The sooty-headed tyrannulet is about 10 cm long and weighs about 8 g. The sexes have the same plumage. Adults have a grayish to blackish crown and dull grayish olive nape, back, and rump. Their lores and supercilium are white with a dark stripe through their eye. Their lower face is grizzled. Their wings are dusky with narrow whitish edges to the inner flight feathers and the ends of the coverts. Their tail is dusky. Their throat is grayish white, their breast and flanks pale olive, and their belly bright yellow. They have a dark brown iris, a very small and rounded black bill, and black legs and feet.

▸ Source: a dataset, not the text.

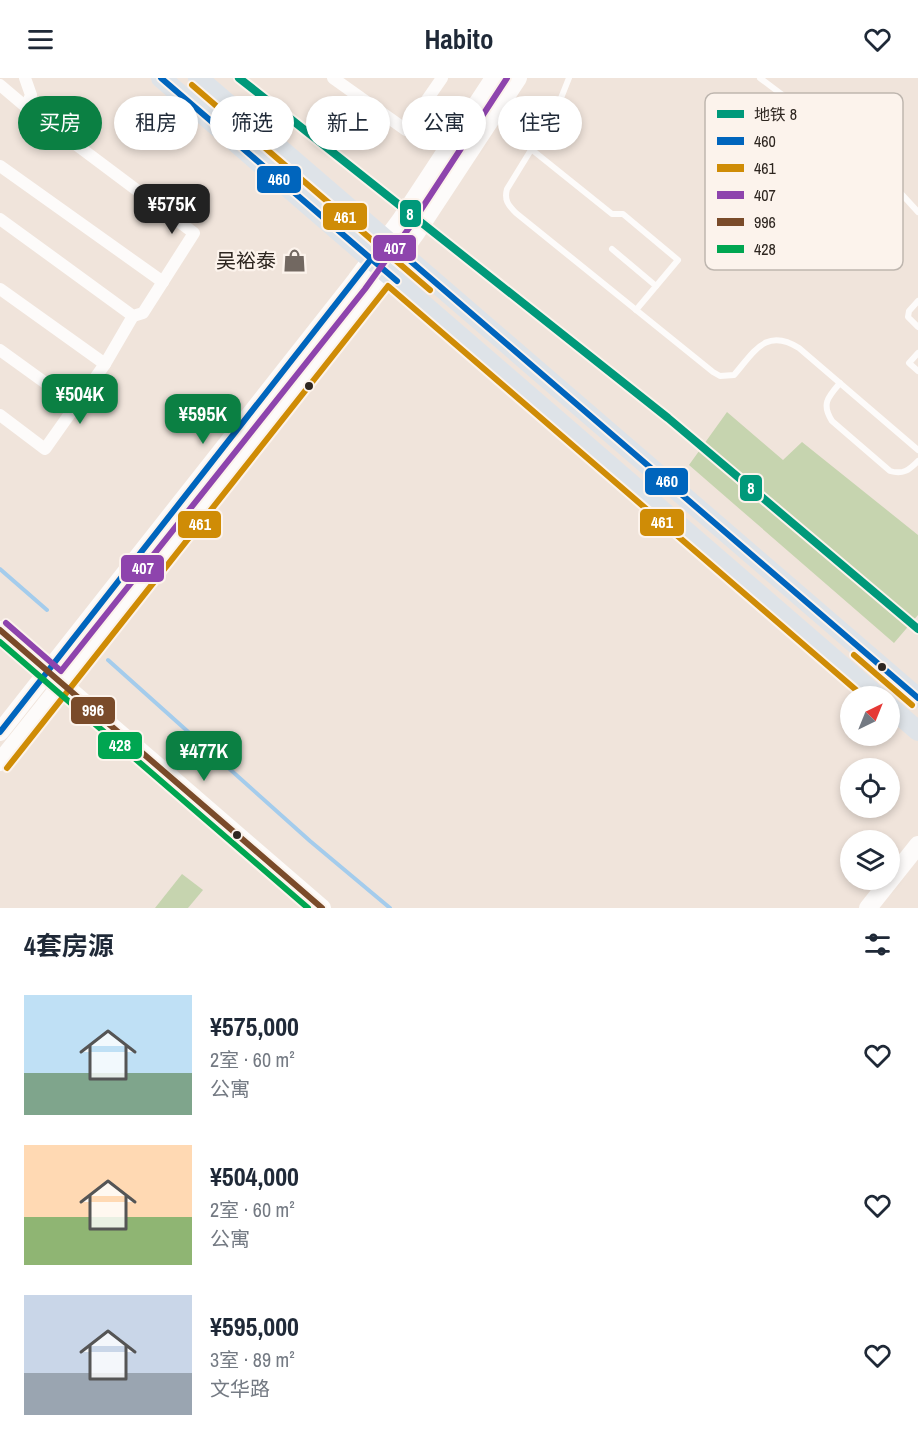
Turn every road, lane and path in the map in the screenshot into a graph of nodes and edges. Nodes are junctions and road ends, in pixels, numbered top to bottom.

==Distribution and habitat==

The sooty-headed tyrannulet has a highly disjunct distribution. The separate populations are found thus:

- Extreme eastern Panama and slightly into northwestern Colombia
- In the Sierra Nevada de Santa Marta in northern Colombia
- In the Serranía del Perijá on the Colombia-Venezuela border
- From extreme southwestern Colombia south through western Ecuador to Loja Province
- From southern Napo Province in Ecuador south to central Peru
- The valleys of the Cauca and Magdalena rivers in Colombia and into western and northern Venezuela
- From eastern Venezuela east across Guyana and Suriname into French Guiana
- Locally in southeastern Venezuela and northern Amazonian Brazil

The sooty-headed tyrannulet primarily inhabits humid evergreen forest in the tropical zone. It shuns the forest interior and favors forest edges, clearings with scattered trees, and regrowing partially cleared areas. It also occurs in other relatively open landscapes like early succession secondary forest, forest on dry sandy soil, and coffe and cacao plantations. In elevation it reaches 1800 m in Colombia, 1100 m in Ecuador, 1200 m in Peru, 1300 m in Venezuela, and to about 500 m in the Guianas and Brazil.

==Behavior==
===Movement===

The sooty-headed tyrannulet is a year-round resident throughout its range.

===Feeding===

The sooty-headed tyrannulet feeds primarily on insects and on lesser amounts of small fruits and berries. It usually forages alone or in somewhat separated pairs unless in a fruiting tree and occasionally joins mixed-species feeding flocks. It forages from the forest's mid-level to the canopy, taking prey and fruits by gleaning while perched and while briefly hovering.

===Breeding===

One sooty-headed tyrannulet nest is known. It was a small lichen-covered cup in the crotch of a small branch 13 m above the ground. Nothing else is known about the species' breeding biology.

===Vocalization===

The sooty-headed tyrannulet often sings from an open perch. Its song varies geographically, but in general is "an emphatic phrase of clear, short whistled notes, first one stressed, 'whip, whip-di-irip' or 'whit, whit-wheeu' ".

==Status==

The IUCN has assessed the sooty-headed tyrannulet as being of Least Concern. It has a large range; its population size is not known and is believed to be stable. No immediate threats have been identified. It is considered local in Panama, fairly common in Colombia, more numerous in western Ecuador than eastern, "poorly known" in Peru, "locally common" in Venezuela, and local in Brazil. It occurs in several protected areas. "Because of its relatively large range and tolerance of converted habitat, this species is not considered to be at any risk."